“It” is the housing market crisis in the US. Readers with exceptional powers of recall, stretching back as much as three years, will remember that in the summer of 2007 trouble began emerging in the American mortgage market; this was the harbinger of the wider global financial crisis burst. The bubble in the US housing market had actually burst much earlier – prices topped in early 2006 and began falling in the second quarter of that year, so that by late 2006-early 2007 the ‘toxic’ mortgages given and grabbed at the height of the boom were beginning to explode.
The rest is too well-known to need detailing. Housing prices collapsed and those toxic mortgages, packaged into exotic instruments and sold around the world as first-class debts, caused the entire edifice of excessive debt — on which the global economy was precariously perched — to crumble. However, a series of measures taken by the US government succeeded in putting a floor under the economy in general and under the real-estate market in particular and sparking a recovery in 2009. The first major package of benefits, offering tax rebates and other goodies to house-buyers, went into effect in last summer and expired in November. It succeeded in boosting sales and activity generally and thereby ended the slide in prices.
But so artificial was this programme’s impact that, as its deadline for expiry neared, it became clear that its termination would trigger a further sharp fall in sales and activity and that the crisis would re-emerge. Consequently, another programme was introduced; it, too, had the desired effect of boosting activity as buyers sought to take advantage of the subsidies provided for them by Uncle Sam.
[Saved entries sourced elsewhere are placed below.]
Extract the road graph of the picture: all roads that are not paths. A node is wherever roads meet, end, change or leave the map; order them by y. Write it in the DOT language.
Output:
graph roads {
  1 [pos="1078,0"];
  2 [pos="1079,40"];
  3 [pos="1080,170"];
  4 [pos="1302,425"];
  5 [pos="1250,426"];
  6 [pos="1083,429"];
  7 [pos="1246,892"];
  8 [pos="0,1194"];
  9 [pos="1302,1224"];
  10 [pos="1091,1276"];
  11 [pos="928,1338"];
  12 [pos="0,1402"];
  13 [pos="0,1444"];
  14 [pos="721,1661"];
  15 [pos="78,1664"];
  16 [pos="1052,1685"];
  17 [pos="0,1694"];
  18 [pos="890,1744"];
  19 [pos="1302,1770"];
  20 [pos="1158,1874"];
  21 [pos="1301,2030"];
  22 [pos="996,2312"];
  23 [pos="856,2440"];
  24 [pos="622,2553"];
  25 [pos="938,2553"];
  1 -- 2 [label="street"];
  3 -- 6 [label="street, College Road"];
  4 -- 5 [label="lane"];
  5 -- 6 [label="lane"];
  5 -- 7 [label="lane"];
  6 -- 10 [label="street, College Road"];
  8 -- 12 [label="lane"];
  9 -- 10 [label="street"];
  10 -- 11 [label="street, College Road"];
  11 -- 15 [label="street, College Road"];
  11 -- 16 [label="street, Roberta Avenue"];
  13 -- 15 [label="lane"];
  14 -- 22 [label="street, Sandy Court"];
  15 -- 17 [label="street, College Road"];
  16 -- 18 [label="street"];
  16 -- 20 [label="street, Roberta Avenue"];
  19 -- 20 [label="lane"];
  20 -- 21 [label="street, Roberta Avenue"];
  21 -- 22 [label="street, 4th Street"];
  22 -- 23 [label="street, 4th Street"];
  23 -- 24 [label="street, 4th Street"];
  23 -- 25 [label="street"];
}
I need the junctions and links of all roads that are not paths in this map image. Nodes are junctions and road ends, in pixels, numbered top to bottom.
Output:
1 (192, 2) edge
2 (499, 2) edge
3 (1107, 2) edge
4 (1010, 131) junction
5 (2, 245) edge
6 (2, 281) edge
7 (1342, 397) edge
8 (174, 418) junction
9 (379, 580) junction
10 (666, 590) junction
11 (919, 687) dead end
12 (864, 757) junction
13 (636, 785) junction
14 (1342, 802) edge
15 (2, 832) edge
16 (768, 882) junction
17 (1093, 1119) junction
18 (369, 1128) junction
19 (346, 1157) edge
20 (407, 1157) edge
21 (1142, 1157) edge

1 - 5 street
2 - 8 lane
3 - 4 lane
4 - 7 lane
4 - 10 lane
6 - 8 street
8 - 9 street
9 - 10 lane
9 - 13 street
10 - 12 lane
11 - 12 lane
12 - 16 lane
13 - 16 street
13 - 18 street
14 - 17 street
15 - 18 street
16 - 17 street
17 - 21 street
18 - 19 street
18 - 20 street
In passing, it’s worth noting that several economists have calculated that the cost of these incentive packages to the taxpayer was very high and probably exceeded the extra revenues generated by the additional activity – but that depends very much on how you calculate the direct and indirect impact of the programmes on economic activity, including jobs as well as direct sales of housing. More fundamentally, economists protested that so gross an intervention in the housing market would merely paper over the problems – primarily, the existence of a huge overhang of excess housing, built during the boom – and, by ‘kicking the can down the road”, the government was simply extending the duration of the housing bust and slump.
We now know that this assessment was correct. To be precise, although there was an accumulation of evidence over the last several weeks, as of Wednesday we can be certain that the housing crisis is not over and never was. It is officially back, big time. The key data released on Wednesday in this connection were the number of new home sales for May. I will start with the actual number, which is rarely mentioned but is nonetheless important: 28,000 new homes were sold in May, a record low for the month, easily surpassing the previous record low of 34,000, which was written into the books in …May 2009. The record high, by the way, was 120,000 in May 2005 – that’s how far the peak-to-trough of the boom-slump cycle has come, so far.
Those numbers are ‘raw’, i.e they are not seasonally adjusted – that’s why they only relate to May. The numbers receiving the widest publicity are the seasonally-adjusted annual rate (SAAR) data, which showed that the annual rate of sales in May was 300,000, taking into account the relative strength of May versus other months. This is the correct way of crunching statistics, but the result is the same as the crude number: an effective all-time low. The last time that number was seen was in 1963, when the population and the economy were both much smaller. In these ‘SAAR’ terms, the May 2010 number was 18% less than the 367,000 annual rate of May 2009, which was itself some 22% below its own year-earlier comparison.
Another way of looking at the number is ‘sequentially’: In May the sales rate of new homes was 300,000, which was a massive 33% below the 446,000 rate of April as well as the 389,000 in March. But what is truly shocking is that those figures for March and April were both revised down this month from their original estimates, by as much as 50,000 sales in each case. In other words, sales were not as high as thought even during the benefit period, but when that ended on April 30, sales collapsed completely. Consequently, the ‘months of supply’ measurement – how long it would take to sell the current inventory of new homes, at the rate of sales of last month – shot up from 5.8 in April to 8.4 months in May and looks set to climb higher.
There was plenty more bad news from the housing market in recent days – mortgage applications are slumping and sales of existing (as opposed to new) homes slipped in May, after the rises through April faded along with the government benefits. The Administration’s reaction to all this is likely to be to put together yet another package of incentives, but the support for this kind of thing in Congress and in the country at large is waning rapidly. In the background, the pace of foreclosures is rising again, as mortgages sold with very low ‘teaser’ rates of interest come up for resetting at higher rates, which many borrowers will be hard-pressed to afford. In short, it’s déjà vu all over again.